▶ Input:
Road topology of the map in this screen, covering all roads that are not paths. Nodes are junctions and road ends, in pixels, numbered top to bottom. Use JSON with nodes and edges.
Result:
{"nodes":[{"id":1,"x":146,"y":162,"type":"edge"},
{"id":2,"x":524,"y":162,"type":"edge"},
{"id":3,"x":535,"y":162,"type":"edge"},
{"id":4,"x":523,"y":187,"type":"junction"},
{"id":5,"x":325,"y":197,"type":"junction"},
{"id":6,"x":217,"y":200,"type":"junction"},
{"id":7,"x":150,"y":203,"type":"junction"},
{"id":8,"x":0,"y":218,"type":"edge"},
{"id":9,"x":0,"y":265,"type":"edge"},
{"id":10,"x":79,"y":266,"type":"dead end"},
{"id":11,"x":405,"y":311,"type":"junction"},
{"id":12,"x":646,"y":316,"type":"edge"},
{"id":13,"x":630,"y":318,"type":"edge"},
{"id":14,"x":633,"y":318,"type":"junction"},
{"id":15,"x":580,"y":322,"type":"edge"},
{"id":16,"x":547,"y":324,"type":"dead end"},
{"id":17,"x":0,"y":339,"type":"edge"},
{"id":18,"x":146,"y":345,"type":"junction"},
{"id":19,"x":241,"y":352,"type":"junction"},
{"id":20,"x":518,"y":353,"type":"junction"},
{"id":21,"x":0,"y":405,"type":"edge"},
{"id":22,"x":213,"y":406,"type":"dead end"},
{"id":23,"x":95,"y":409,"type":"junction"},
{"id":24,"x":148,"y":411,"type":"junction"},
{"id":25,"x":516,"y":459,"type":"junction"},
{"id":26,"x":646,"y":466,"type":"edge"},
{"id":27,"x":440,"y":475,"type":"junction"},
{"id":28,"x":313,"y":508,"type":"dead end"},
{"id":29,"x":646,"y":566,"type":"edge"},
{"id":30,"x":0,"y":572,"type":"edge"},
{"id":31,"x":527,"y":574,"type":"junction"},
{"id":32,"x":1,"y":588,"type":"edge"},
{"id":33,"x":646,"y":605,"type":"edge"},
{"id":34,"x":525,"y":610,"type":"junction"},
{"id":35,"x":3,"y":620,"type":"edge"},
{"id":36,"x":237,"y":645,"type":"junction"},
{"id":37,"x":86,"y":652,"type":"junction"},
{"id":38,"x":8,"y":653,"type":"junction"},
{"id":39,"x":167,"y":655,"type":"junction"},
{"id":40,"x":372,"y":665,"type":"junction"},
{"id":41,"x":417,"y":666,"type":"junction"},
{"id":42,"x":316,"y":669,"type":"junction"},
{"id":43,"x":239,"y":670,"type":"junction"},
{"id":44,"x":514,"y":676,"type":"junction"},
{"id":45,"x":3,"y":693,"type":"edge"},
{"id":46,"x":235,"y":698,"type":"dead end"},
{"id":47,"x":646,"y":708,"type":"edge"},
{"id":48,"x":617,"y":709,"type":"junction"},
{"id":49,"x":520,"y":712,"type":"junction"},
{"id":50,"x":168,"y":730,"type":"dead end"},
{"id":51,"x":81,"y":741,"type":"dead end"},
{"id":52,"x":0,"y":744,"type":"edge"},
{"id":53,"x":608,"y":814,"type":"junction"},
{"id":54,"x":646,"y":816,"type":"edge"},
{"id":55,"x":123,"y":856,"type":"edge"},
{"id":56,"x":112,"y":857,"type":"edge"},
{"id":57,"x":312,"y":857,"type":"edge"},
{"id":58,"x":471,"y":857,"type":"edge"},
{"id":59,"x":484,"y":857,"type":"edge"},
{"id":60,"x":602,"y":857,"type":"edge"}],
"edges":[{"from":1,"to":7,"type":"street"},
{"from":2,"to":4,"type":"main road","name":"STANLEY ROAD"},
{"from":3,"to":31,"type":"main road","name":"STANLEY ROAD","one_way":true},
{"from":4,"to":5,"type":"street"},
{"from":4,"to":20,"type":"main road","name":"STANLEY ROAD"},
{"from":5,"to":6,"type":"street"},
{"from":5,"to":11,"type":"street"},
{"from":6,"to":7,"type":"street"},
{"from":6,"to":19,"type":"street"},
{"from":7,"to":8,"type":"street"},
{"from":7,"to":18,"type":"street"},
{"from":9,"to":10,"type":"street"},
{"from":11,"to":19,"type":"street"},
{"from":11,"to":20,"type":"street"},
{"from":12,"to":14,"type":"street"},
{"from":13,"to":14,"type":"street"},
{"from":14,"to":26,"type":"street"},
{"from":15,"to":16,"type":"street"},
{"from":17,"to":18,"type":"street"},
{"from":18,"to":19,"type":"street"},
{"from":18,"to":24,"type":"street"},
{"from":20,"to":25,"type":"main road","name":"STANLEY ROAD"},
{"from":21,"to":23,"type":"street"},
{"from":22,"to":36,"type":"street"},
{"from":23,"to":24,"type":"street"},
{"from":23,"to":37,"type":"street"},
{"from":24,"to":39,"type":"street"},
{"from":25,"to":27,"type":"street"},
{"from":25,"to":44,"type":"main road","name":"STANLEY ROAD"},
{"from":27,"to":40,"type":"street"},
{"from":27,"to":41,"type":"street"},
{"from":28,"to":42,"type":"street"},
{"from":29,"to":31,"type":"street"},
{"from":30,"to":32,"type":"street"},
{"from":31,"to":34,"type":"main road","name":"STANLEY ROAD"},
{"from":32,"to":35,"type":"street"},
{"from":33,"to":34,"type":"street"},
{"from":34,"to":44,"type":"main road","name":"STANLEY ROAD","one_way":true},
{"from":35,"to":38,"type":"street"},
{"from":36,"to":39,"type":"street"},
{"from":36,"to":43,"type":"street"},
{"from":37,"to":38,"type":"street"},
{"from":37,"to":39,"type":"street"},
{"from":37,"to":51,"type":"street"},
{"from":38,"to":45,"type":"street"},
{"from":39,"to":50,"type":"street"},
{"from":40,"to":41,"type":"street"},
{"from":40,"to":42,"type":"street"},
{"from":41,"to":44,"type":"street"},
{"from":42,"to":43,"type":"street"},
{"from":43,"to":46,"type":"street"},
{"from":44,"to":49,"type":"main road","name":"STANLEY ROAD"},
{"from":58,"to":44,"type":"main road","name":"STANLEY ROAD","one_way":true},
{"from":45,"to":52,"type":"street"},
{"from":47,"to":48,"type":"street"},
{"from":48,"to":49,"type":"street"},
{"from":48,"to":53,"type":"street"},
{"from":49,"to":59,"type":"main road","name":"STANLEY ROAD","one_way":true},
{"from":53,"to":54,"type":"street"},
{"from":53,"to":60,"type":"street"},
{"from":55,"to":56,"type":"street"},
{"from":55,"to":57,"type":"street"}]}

▶ Problem description:
Write out the data above once more, exactly as it reads.

▶ Answer box:
Road topology of the map in this screen, covering all roads that are not paths. Nodes are junctions and road ends, in pixels, numbered top to bottom. Use JSON with nodes and edges.
Result:
{"nodes":[{"id":1,"x":146,"y":162,"type":"edge"},
{"id":2,"x":524,"y":162,"type":"edge"},
{"id":3,"x":535,"y":162,"type":"edge"},
{"id":4,"x":523,"y":187,"type":"junction"},
{"id":5,"x":325,"y":197,"type":"junction"},
{"id":6,"x":217,"y":200,"type":"junction"},
{"id":7,"x":150,"y":203,"type":"junction"},
{"id":8,"x":0,"y":218,"type":"edge"},
{"id":9,"x":0,"y":265,"type":"edge"},
{"id":10,"x":79,"y":266,"type":"dead end"},
{"id":11,"x":405,"y":311,"type":"junction"},
{"id":12,"x":646,"y":316,"type":"edge"},
{"id":13,"x":630,"y":318,"type":"edge"},
{"id":14,"x":633,"y":318,"type":"junction"},
{"id":15,"x":580,"y":322,"type":"edge"},
{"id":16,"x":547,"y":324,"type":"dead end"},
{"id":17,"x":0,"y":339,"type":"edge"},
{"id":18,"x":146,"y":345,"type":"junction"},
{"id":19,"x":241,"y":352,"type":"junction"},
{"id":20,"x":518,"y":353,"type":"junction"},
{"id":21,"x":0,"y":405,"type":"edge"},
{"id":22,"x":213,"y":406,"type":"dead end"},
{"id":23,"x":95,"y":409,"type":"junction"},
{"id":24,"x":148,"y":411,"type":"junction"},
{"id":25,"x":516,"y":459,"type":"junction"},
{"id":26,"x":646,"y":466,"type":"edge"},
{"id":27,"x":440,"y":475,"type":"junction"},
{"id":28,"x":313,"y":508,"type":"dead end"},
{"id":29,"x":646,"y":566,"type":"edge"},
{"id":30,"x":0,"y":572,"type":"edge"},
{"id":31,"x":527,"y":574,"type":"junction"},
{"id":32,"x":1,"y":588,"type":"edge"},
{"id":33,"x":646,"y":605,"type":"edge"},
{"id":34,"x":525,"y":610,"type":"junction"},
{"id":35,"x":3,"y":620,"type":"edge"},
{"id":36,"x":237,"y":645,"type":"junction"},
{"id":37,"x":86,"y":652,"type":"junction"},
{"id":38,"x":8,"y":653,"type":"junction"},
{"id":39,"x":167,"y":655,"type":"junction"},
{"id":40,"x":372,"y":665,"type":"junction"},
{"id":41,"x":417,"y":666,"type":"junction"},
{"id":42,"x":316,"y":669,"type":"junction"},
{"id":43,"x":239,"y":670,"type":"junction"},
{"id":44,"x":514,"y":676,"type":"junction"},
{"id":45,"x":3,"y":693,"type":"edge"},
{"id":46,"x":235,"y":698,"type":"dead end"},
{"id":47,"x":646,"y":708,"type":"edge"},
{"id":48,"x":617,"y":709,"type":"junction"},
{"id":49,"x":520,"y":712,"type":"junction"},
{"id":50,"x":168,"y":730,"type":"dead end"},
{"id":51,"x":81,"y":741,"type":"dead end"},
{"id":52,"x":0,"y":744,"type":"edge"},
{"id":53,"x":608,"y":814,"type":"junction"},
{"id":54,"x":646,"y":816,"type":"edge"},
{"id":55,"x":123,"y":856,"type":"edge"},
{"id":56,"x":112,"y":857,"type":"edge"},
{"id":57,"x":312,"y":857,"type":"edge"},
{"id":58,"x":471,"y":857,"type":"edge"},
{"id":59,"x":484,"y":857,"type":"edge"},
{"id":60,"x":602,"y":857,"type":"edge"}],
"edges":[{"from":1,"to":7,"type":"street"},
{"from":2,"to":4,"type":"main road","name":"STANLEY ROAD"},
{"from":3,"to":31,"type":"main road","name":"STANLEY ROAD","one_way":true},
{"from":4,"to":5,"type":"street"},
{"from":4,"to":20,"type":"main road","name":"STANLEY ROAD"},
{"from":5,"to":6,"type":"street"},
{"from":5,"to":11,"type":"street"},
{"from":6,"to":7,"type":"street"},
{"from":6,"to":19,"type":"street"},
{"from":7,"to":8,"type":"street"},
{"from":7,"to":18,"type":"street"},
{"from":9,"to":10,"type":"street"},
{"from":11,"to":19,"type":"street"},
{"from":11,"to":20,"type":"street"},
{"from":12,"to":14,"type":"street"},
{"from":13,"to":14,"type":"street"},
{"from":14,"to":26,"type":"street"},
{"from":15,"to":16,"type":"street"},
{"from":17,"to":18,"type":"street"},
{"from":18,"to":19,"type":"street"},
{"from":18,"to":24,"type":"street"},
{"from":20,"to":25,"type":"main road","name":"STANLEY ROAD"},
{"from":21,"to":23,"type":"street"},
{"from":22,"to":36,"type":"street"},
{"from":23,"to":24,"type":"street"},
{"from":23,"to":37,"type":"street"},
{"from":24,"to":39,"type":"street"},
{"from":25,"to":27,"type":"street"},
{"from":25,"to":44,"type":"main road","name":"STANLEY ROAD"},
{"from":27,"to":40,"type":"street"},
{"from":27,"to":41,"type":"street"},
{"from":28,"to":42,"type":"street"},
{"from":29,"to":31,"type":"street"},
{"from":30,"to":32,"type":"street"},
{"from":31,"to":34,"type":"main road","name":"STANLEY ROAD"},
{"from":32,"to":35,"type":"street"},
{"from":33,"to":34,"type":"street"},
{"from":34,"to":44,"type":"main road","name":"STANLEY ROAD","one_way":true},
{"from":35,"to":38,"type":"street"},
{"from":36,"to":39,"type":"street"},
{"from":36,"to":43,"type":"street"},
{"from":37,"to":38,"type":"street"},
{"from":37,"to":39,"type":"street"},
{"from":37,"to":51,"type":"street"},
{"from":38,"to":45,"type":"street"},
{"from":39,"to":50,"type":"street"},
{"from":40,"to":41,"type":"street"},
{"from":40,"to":42,"type":"street"},
{"from":41,"to":44,"type":"street"},
{"from":42,"to":43,"type":"street"},
{"from":43,"to":46,"type":"street"},
{"from":44,"to":49,"type":"main road","name":"STANLEY ROAD"},
{"from":58,"to":44,"type":"main road","name":"STANLEY ROAD","one_way":true},
{"from":45,"to":52,"type":"street"},
{"from":47,"to":48,"type":"street"},
{"from":48,"to":49,"type":"street"},
{"from":48,"to":53,"type":"street"},
{"from":49,"to":59,"type":"main road","name":"STANLEY ROAD","one_way":true},
{"from":53,"to":54,"type":"street"},
{"from":53,"to":60,"type":"street"},
{"from":55,"to":56,"type":"street"},
{"from":55,"to":57,"type":"street"}]}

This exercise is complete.